“Being from a small country is not a hindrance but an advantage because you have a story that no one has heard of,” Lithuanian actor and showrunner Gabija Siurbyte (“Troll Farm”) told the Beats TV panel during Industry@Tallinn & This week’s Baltic. Event, organized by the Black Nights Film Festival. It was the kind of optimism and positive spirit that characterized the industry forum, which comprised an impressive array of industry panels, workshops and keynote sessions, as well as including some innovations of its own.
Having changed the festival schedule a week earlier, thus avoiding the Thanksgiving weekend, it has managed to attract several important industry figures, including the producer Gale Anne Hurd (“The Terminator,” “The Walking Dead”), who gave two talks and offered inspiration from his career, in addition to answering questions about the role of AI and the end of the recent strikes, siding firmly with the unions and berating executives. monsters as worse as the Queen of “Aliens”.
Other guests included former Paramount executive Ari Tan, who spoke about the importance of adopting a clear strategy conscious of the ultimate goal of distribution and profitability.
Special emphasis was placed on education and training with events taking place under the umbrella of the Discovery Campus, offering aspiring film workers (from screenwriters to producers, cinematographers and musicians) practical advice and inspiration from the cutting edge of the industry.
AI was a dominant topic, but the panels, while alert to potential dangers, legal and otherwise, took pains to present the emerging technology as a tool to be embraced rather than a danger to be feared. However, there was also some great experience on hand when veteran composer John Altman (“The Ruttles”) gave a talk on writing his Emmy-winning score for “RKO 281” and cinematographer Philippe Ros (“Oceans”) He talked about how to negotiate the thorny communication issue between a cinematographer, the director and the actors.
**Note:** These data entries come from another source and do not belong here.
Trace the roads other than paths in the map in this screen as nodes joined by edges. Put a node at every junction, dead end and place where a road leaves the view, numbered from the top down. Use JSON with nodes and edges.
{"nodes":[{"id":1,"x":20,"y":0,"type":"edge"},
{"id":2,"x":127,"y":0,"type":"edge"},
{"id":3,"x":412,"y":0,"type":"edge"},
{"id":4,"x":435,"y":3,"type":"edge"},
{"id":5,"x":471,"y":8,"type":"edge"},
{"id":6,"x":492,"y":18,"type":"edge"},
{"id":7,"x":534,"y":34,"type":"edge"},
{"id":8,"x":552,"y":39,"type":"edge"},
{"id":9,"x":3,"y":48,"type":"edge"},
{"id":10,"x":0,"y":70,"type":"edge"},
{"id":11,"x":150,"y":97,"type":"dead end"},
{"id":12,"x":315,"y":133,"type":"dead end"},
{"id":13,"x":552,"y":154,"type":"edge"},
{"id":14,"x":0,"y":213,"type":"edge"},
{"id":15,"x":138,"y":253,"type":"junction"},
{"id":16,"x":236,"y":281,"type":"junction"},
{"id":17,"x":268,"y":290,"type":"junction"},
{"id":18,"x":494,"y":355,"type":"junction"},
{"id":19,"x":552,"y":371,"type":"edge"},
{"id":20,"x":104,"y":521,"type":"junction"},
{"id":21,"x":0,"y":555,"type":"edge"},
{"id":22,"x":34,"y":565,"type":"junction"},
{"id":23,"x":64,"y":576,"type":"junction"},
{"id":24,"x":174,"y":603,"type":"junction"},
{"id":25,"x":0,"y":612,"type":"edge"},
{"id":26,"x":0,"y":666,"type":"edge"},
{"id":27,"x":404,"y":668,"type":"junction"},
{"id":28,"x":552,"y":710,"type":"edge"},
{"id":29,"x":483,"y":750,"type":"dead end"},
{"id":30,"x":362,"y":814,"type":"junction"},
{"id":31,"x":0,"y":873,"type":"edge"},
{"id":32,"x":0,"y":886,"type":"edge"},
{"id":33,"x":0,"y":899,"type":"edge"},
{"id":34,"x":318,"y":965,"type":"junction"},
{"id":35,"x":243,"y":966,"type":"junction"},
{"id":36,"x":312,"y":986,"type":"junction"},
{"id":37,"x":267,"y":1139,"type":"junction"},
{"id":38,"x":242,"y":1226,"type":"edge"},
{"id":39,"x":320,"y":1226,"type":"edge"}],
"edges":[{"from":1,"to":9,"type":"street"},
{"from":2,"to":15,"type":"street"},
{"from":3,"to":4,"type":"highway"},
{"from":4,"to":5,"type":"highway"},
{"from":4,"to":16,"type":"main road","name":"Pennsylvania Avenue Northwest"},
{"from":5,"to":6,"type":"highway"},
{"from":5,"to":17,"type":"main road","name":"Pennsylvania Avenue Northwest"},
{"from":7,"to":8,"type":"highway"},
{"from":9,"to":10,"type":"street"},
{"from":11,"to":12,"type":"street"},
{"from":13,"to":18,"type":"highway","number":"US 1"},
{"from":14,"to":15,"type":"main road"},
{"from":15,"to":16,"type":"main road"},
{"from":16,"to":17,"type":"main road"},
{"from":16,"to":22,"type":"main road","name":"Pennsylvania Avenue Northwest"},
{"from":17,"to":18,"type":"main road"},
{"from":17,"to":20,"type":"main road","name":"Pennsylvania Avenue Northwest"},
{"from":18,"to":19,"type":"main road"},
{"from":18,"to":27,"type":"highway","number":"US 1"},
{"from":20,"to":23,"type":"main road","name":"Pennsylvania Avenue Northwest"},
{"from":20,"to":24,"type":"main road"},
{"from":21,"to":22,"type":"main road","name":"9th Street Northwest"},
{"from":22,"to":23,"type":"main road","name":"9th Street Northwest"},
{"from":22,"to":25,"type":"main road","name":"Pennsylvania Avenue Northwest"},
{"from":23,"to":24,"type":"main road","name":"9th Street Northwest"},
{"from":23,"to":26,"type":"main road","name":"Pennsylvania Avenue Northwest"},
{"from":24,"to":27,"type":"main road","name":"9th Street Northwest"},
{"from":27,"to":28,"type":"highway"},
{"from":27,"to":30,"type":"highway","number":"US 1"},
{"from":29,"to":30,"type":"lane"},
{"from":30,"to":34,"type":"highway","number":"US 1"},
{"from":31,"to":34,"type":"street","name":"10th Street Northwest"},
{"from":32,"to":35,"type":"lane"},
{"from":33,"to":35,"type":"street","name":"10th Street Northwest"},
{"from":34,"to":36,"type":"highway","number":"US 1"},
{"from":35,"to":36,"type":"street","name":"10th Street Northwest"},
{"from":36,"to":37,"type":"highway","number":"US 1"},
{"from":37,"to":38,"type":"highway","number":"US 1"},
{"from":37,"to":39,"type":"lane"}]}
There were also sessions for school teachers on incorporating film education into the classroom to promote film literacy. A Finnish school teacher talking to Variety She was excited about the usefulness of the courses in helping her start an after-school film club and the tools available. One such tool, the European Film Factory, allows teachers and students to access films from across the continent and provides teaching materials for teachers to incorporate into any type of lesson. In this way, the objective is to promote understanding of the breadth of world cinema among young audiences.
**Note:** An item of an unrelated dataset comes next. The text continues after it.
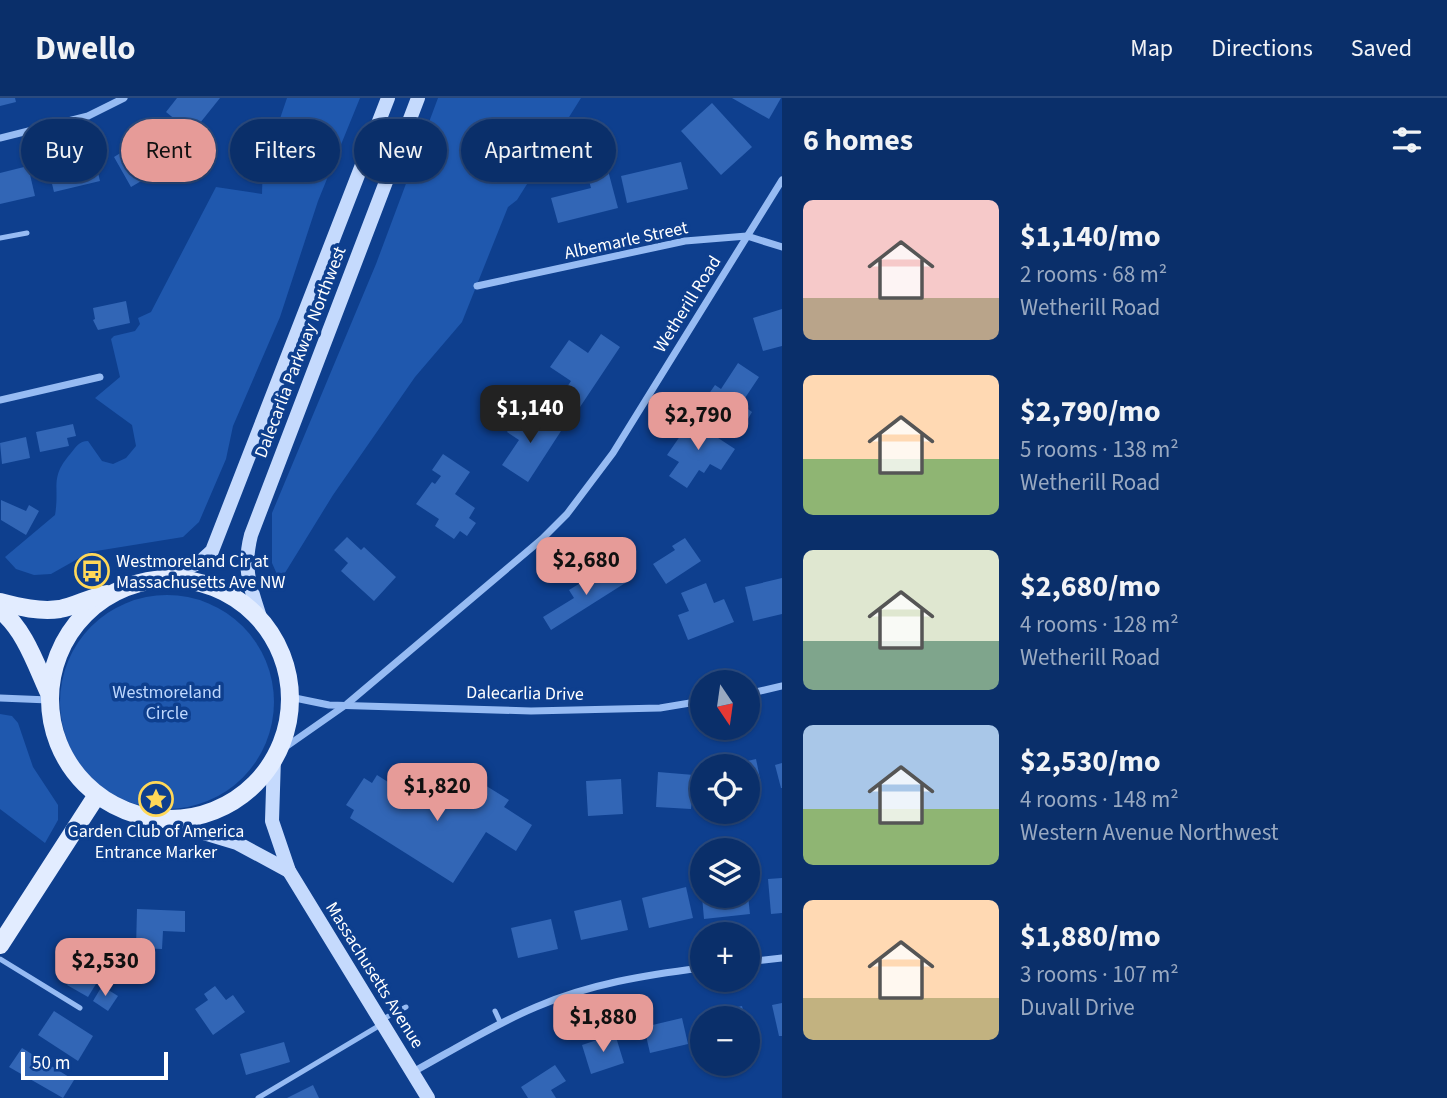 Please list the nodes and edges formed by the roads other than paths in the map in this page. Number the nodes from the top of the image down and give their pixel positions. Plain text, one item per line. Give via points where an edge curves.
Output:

“We are training the trainers,” said Estonian Film Institute director Edith Sepp. Variety. Marge Liiske, industry director at Black Nights, agreed: “In addition to the Discovery Campus, we also have launch pads for producers. A participant in our producer program said that participating was worth four years of study.”
Some future projects received a significant boost with the Script Pool prize of 5,000 euros awarded to Leon Yersin’s script “What Remains”. In the Works in Progress section, “Mamifera” by Liliana Torres won the International Award, “Crónicas del Sur” by Ignas Miskinis won the Baltic Award and “Two of Me” by Raúl and Romeo Esko won the Just Film Award aimed at young people. . The Baltic Projects Prize, worth 10,000 euros, went to Joonas Berghäll and Hannes Vartiainen for “The Elf”; the award for best pitch was won by Sahara Karimi and Wanda Adamik Hrycova; and the Producers Network award went to Anna Gawlita and Marta Szymanowska.
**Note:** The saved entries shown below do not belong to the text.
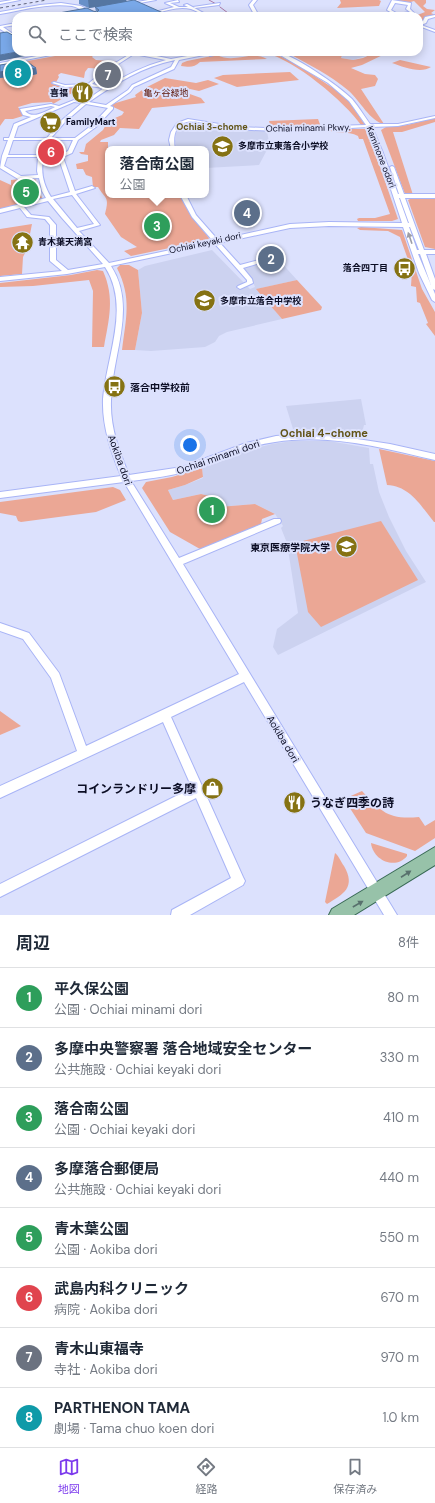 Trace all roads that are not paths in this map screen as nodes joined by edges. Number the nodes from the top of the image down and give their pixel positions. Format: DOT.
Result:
graph roads {
  1 [pos="18,0"];
  2 [pos="145,0"];
  3 [pos="154,0"];
  4 [pos="178,0"];
  5 [pos="206,0"];
  6 [pos="255,0"];
  7 [pos="394,1"];
  8 [pos="40,2"];
  9 [pos="136,2"];
  10 [pos="0,3"];
  11 [pos="123,4"];
  12 [pos="144,6"];
  13 [pos="178,7"];
  14 [pos="193,8"];
  15 [pos="151,9"];
  16 [pos="96,10"];
  17 [pos="87,11"];
  18 [pos="5,12"];
  19 [pos="78,12"];
  20 [pos="157,12"];
  21 [pos="200,12"];
  22 [pos="202,12"];
  23 [pos="255,12"];
  24 [pos="392,12"];
  25 [pos="411,12"];
  26 [pos="0,13"];
  27 [pos="435,16"];
  28 [pos="423,23"];
  29 [pos="12,25"];
  30 [pos="1,26"];
  31 [pos="423,26"];
  32 [pos="12,31"];
  33 [pos="435,31"];
  34 [pos="12,36"];
  35 [pos="30,56"];
  36 [pos="129,56"];
  37 [pos="156,56"];
  38 [pos="192,56"];
  39 [pos="196,56"];
  40 [pos="285,56"];
  41 [pos="289,56"];
  42 [pos="177,60"];
  43 [pos="0,63"];
  44 [pos="54,83"];
  45 [pos="89,84"];
  46 [pos="109,88"];
  47 [pos="87,103"];
  48 [pos="107,106"];
  49 [pos="58,107"];
  50 [pos="51,111"];
  51 [pos="72,114"];
  52 [pos="35,117"];
  53 [pos="435,117"];
  54 [pos="373,127"];
  55 [pos="8,139"];
  56 [pos="48,139"];
  57 [pos="76,139"];
  58 [pos="172,146"];
  59 [pos="4,156"];
  60 [pos="40,156"];
  61 [pos="8,171"];
  62 [pos="0,174"];
  63 [pos="40,176"];
  64 [pos="92,188"];
  65 [pos="73,193"];
  66 [pos="396,196"];
  67 [pos="402,196"];
  68 [pos="435,196"];
  69 [pos="185,198"];
  70 [pos="49,199"];
  71 [pos="21,206"];
  72 [pos="0,211"];
  73 [pos="61,214"];
  74 [pos="47,218"];
  75 [pos="408,225"];
  76 [pos="76,230"];
  77 [pos="216,241"];
  78 [pos="418,252"];
  79 [pos="435,252"];
  80 [pos="267,260"];
  81 [pos="108,265"];
  82 [pos="239,267"];
  83 [pos="67,272"];
  84 [pos="0,279"];
  85 [pos="240,287"];
  86 [pos="435,288"];
  87 [pos="435,300"];
  88 [pos="435,457"];
  89 [pos="126,479"];
  90 [pos="0,496"];
  91 [pos="277,521"];
  92 [pos="176,563"];
  93 [pos="0,627"];
  94 [pos="245,676"];
  95 [pos="165,715"];
  96 [pos="83,753"];
  97 [pos="199,791"];
  98 [pos="0,792"];
  99 [pos="435,855"];
  100 [pos="0,891"];
  101 [pos="377,892"];
  102 [pos="177,915"];
  103 [pos="338,915"];
  104 [pos="391,915"];
  1 -- 10 [label="street"];
  2 -- 9 [label="street"];
  3 -- 9 [label="street"];
  4 -- 13 [label="street"];
  4 -- 14 [label="street"];
  5 -- 14 [label="street"];
  6 -- 23 [label="street"];
  7 -- 24 [label="street"];
  7 -- 25 [label="street"];
  8 -- 18 [label="street"];
  9 -- 11 [label="street"];
  9 -- 12 [label="street"];
  13 -- 14 [label="street"];
  13 -- 20 [label="street"];
  14 -- 21 [label="street"];
  14 -- 22 [label="street"];
  15 -- 20 [label="street"];
  16 -- 17 [label="street"];
  17 -- 18 [label="street"];
  17 -- 19 [label="street"];
  18 -- 26 [label="street"];
  27 -- 28 [label="street"];
  29 -- 30 [label="street"];
  30 -- 32 [label="street"];
  30 -- 34 [label="street"];
  31 -- 33 [label="street"];
  35 -- 43 [label="street"];
  36 -- 45 [label="street"];
  37 -- 42 [label="street"];
  38 -- 42 [label="street, Aokiba dori"];
  39 -- 42 [label="street, Aokiba dori"];
  40 -- 54 [label="street, Kaminone odori"];
  41 -- 54 [label="street, Kaminone odori"];
  42 -- 46 [label="street, Aokiba dori"];
  42 -- 48 [label="street"];
  44 -- 45 [label="street"];
  45 -- 46 [label="street"];
  46 -- 47 [label="street, Aokiba dori"];
  47 -- 48 [label="street"];
  47 -- 49 [label="street"];
  47 -- 51 [label="street, Aokiba dori"];
  48 -- 57 [label="street"];
  49 -- 50 [label="street"];
  49 -- 52 [label="street"];
  50 -- 51 [label="street"];
  50 -- 52 [label="street"];
  51 -- 56 [label="street, Aokiba dori"];
  52 -- 55 [label="street"];
  53 -- 54 [label="street"];
  54 -- 58 [label="street, Ochiai minami Pkwy."];
  54 -- 66 [label="street, Kaminone odori"];
  54 -- 67 [label="street, Kaminone odori"];
  55 -- 56 [label="street"];
  55 -- 59 [label="street"];
  56 -- 57 [label="street"];
  56 -- 60 [label="street, Aokiba dori"];
  57 -- 65 [label="street"];
  59 -- 60 [label="street"];
  59 -- 61 [label="street"];
  60 -- 63 [label="street, Aokiba dori"];
  61 -- 62 [label="street"];
  61 -- 63 [label="street"];
  63 -- 70 [label="street, Aokiba dori"];
  64 -- 65 [label="street"];
  65 -- 70 [label="street"];
  65 -- 76 [label="street"];
  66 -- 67 [label="street"];
  66 -- 75 [label="street, Kaminone odori"];
  67 -- 68 [label="street"];
  67 -- 75 [label="street, Kaminone odori"];
  69 -- 77 [label="street"];
  70 -- 71 [label="street"];
  70 -- 73 [label="street, Aokiba dori"];
  71 -- 72 [label="street"];
  71 -- 74 [label="street"];
  73 -- 74 [label="street"];
  73 -- 76 [label="street, Aokiba dori"];
  74 -- 83 [label="street"];
  75 -- 77 [label="street, Ochiai keyaki dori"];
  75 -- 78 [label="street, Kaminone odori"];
  76 -- 81 [label="street, Aokiba dori"];
  77 -- 81 [label="street, Ochiai keyaki dori"];
  77 -- 82 [label="street"];
  78 -- 79 [label="street"];
  78 -- 86 [label="street, Kaminone odori"];
  78 -- 87 [label="street, Kaminone odori"];
  80 -- 82 [label="street"];
  81 -- 83 [label="street, Ochiai keyaki dori"];
  81 -- 89 [label="street, Aokiba dori"];
  82 -- 85 [label="street"];
  83 -- 84 [label="street, Ochiai keyaki dori"];
  88 -- 89 [label="street, Ochiai minami dori"];
  89 -- 90 [label="street, Ochiai minami dori"];
  89 -- 92 [label="street, Aokiba dori"];
  91 -- 92 [label="street"];
  92 -- 94 [label="street, Aokiba dori"];
  93 -- 96 [label="street"];
  94 -- 95 [label="street"];
  94 -- 101 [label="street, Aokiba dori"];
  95 -- 96 [label="street"];
  95 -- 97 [label="street"];
  96 -- 98 [label="street"];
  97 -- 100 [label="street"];
  97 -- 102 [label="street"];
  101 -- 99 [label="main road, one-way"];
  103 -- 101 [label="main road, one-way"];
  101 -- 104 [label="street, Aokiba dori"];
}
Sepp is aware that this group of future filmmakers needs a thriving industry to work in, but is optimistic after seeing private investment increase. “Gradually, additional funds have been invested to produce public-friendly films, which has taken enormous pressure off the film institute. “We can concentrate on more artistic films like ‘Invisible Fight’, which was shown in Locarno this year, where the filmmaker can go crazy and invent stories about Kung Fu and the Orthodox Church.” To continue this growth, infrastructure is urgently needed and plans to build a sound studio near Tallinn will be signed later this month.
However, with growth comes responsibility and Liiske is aware that the festival and the industry in general must take into account that the key to its vision of the future is a commitment to sustainability: “We are measuring our footprint and trying to ensure that Food does not go to waste. We encourage the use of public transportation. These are kind of small things you might think, but that’s what warms my heart.”